Bangladesh has become one of the hottest tourist destinations this year at a time when other countries are scrambling to control the spread of the dreaded Covid-19.
The Southeast Asian country, on the other hand, has seen an opportunity in the crisis. "Our people are resilient. They survive dengue, floods, polio and bad politicians. Our people are also welcoming and they know they can survive this virus," Tourist Minister Akmal said. Akmal, who himself is not a citizen, had actually come to Bangladesh from Australia, a country which has renewed lockdowns. It's why he was made a tourist minister.
"Our beaches are open with proper health measures in place. Have you been to Alfred's this Eid? Jam-packed. But with the proper health measures in place," Akmal said.
When asked what the health measures were, Akmal said he was not aware.
Tourists, however, aren't arriving in the country for its borrowed cultures only, but also because of its stellar health system.

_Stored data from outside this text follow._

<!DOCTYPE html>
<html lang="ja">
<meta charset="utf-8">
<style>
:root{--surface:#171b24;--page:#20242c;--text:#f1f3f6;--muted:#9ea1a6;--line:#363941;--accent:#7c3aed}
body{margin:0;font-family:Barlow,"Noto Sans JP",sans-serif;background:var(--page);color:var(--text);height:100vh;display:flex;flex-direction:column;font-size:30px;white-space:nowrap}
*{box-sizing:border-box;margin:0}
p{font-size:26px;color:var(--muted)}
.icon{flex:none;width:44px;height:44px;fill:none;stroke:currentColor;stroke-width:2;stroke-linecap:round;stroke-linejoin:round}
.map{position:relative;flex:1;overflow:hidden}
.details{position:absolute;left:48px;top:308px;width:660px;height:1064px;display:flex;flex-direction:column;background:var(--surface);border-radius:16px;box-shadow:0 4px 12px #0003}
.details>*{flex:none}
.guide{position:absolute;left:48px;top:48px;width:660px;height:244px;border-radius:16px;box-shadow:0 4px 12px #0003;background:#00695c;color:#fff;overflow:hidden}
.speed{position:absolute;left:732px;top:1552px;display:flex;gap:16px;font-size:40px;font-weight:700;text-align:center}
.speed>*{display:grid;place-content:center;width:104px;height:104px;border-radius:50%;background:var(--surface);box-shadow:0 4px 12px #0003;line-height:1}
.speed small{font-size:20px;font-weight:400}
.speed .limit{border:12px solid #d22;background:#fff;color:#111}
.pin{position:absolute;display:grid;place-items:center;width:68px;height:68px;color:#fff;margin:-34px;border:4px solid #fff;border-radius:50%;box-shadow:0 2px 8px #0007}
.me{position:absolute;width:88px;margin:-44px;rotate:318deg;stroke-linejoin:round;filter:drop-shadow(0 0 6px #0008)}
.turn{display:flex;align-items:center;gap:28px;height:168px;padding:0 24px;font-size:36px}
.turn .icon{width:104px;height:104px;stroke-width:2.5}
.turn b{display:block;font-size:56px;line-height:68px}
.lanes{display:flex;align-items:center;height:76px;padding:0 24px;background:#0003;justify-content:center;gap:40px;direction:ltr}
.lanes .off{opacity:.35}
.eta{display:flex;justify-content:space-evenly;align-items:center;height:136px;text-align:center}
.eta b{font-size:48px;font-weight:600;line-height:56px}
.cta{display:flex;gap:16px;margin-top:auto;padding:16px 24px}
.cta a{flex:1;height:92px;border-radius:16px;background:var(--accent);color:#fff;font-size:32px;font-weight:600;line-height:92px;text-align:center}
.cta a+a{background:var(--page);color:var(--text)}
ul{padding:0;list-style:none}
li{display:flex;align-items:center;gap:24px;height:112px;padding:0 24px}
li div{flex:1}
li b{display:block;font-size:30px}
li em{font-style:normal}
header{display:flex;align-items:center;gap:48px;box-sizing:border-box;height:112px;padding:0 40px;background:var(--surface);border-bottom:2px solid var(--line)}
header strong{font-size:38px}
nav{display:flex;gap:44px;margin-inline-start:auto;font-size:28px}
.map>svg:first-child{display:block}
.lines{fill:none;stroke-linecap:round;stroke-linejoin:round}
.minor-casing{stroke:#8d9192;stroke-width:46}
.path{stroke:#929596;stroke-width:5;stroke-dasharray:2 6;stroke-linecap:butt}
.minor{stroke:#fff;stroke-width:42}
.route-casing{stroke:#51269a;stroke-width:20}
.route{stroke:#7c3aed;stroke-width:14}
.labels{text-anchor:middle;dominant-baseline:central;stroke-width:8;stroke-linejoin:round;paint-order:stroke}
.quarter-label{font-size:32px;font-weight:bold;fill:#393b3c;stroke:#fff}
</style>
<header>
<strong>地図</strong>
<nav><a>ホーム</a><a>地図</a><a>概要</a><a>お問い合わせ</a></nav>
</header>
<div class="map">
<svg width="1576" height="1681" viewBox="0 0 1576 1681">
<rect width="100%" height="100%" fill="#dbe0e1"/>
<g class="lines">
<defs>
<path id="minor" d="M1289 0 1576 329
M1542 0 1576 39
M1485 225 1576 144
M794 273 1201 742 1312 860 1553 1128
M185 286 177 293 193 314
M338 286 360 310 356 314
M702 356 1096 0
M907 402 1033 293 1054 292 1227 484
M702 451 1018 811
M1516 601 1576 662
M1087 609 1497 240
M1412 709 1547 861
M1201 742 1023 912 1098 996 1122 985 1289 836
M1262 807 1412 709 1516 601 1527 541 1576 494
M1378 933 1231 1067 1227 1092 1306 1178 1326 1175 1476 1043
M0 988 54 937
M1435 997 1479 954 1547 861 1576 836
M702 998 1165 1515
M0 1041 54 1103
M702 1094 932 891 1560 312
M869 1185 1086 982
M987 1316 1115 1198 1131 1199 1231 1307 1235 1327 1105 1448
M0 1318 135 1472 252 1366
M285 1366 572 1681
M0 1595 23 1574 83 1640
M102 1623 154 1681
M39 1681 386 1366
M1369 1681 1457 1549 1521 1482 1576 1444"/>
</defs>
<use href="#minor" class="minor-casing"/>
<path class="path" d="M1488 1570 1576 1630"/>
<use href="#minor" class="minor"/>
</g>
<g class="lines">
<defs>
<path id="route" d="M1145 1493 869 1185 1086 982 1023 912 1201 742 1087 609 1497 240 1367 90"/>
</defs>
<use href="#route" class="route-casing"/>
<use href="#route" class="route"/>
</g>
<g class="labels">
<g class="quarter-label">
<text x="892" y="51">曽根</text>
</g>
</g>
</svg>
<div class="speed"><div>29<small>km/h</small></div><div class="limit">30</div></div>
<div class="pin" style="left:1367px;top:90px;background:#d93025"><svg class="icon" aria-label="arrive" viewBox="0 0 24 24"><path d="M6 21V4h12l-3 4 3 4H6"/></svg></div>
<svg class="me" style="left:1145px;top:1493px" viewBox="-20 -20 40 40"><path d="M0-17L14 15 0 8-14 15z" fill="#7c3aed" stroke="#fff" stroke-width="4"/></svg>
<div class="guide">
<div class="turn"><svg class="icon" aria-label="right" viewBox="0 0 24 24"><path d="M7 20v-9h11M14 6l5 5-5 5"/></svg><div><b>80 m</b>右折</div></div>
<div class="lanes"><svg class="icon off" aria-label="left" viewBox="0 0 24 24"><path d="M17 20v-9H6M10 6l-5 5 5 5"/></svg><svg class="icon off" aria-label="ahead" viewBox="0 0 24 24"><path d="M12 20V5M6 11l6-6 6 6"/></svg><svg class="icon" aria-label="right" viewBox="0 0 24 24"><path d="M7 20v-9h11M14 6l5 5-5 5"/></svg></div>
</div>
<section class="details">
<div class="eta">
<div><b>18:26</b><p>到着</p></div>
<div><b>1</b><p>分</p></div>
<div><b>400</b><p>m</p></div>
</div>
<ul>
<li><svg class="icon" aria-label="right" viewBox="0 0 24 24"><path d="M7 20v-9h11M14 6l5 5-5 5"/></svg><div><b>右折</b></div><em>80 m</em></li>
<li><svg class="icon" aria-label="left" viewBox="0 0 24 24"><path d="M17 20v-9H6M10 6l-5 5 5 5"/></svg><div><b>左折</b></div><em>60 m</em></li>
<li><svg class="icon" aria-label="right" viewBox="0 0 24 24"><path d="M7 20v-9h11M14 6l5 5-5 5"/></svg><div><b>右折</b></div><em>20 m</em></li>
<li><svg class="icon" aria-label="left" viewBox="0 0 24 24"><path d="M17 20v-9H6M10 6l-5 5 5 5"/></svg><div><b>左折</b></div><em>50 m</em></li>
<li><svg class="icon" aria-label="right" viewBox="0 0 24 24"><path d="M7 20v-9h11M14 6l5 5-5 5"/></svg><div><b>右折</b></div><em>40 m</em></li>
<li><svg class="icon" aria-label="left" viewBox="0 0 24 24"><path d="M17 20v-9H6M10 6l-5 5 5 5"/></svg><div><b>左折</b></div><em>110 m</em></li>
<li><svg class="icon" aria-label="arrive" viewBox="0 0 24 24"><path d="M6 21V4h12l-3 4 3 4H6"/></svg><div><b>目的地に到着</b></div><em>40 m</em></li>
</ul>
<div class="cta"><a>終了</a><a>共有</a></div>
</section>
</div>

"Ninety-five percent of all the beds in the Covid-dedicated hospitals are free. This obviously means we have tackled the virus," the country's unhealthy minister said. The minister had given himself an A-grade in July this year for a job well-done.
"Look at the comparison. We only have some two-hundred thousand cases. But it's over eighteen million worldwide. The numbers don't lie," the unhealthy minister said, borrowing a phrase from famous wrestler Scot Steiner.
With so many empty beds, tourists are guaranteed treatment of some sort. "This will be Bangladesh's year. Just you wait and see," the minister said.
When asked why so many of the visitors were Chinese and why they were thronging to see mobile phone network towers in particular, the minister said that was none of any body's business.
"It's not like the Chinese have designs to take over our telecommunications sector," an agitated minister replied.
(This is a work of fiction. Any resemblance to any person living or dead is purely coincidental.)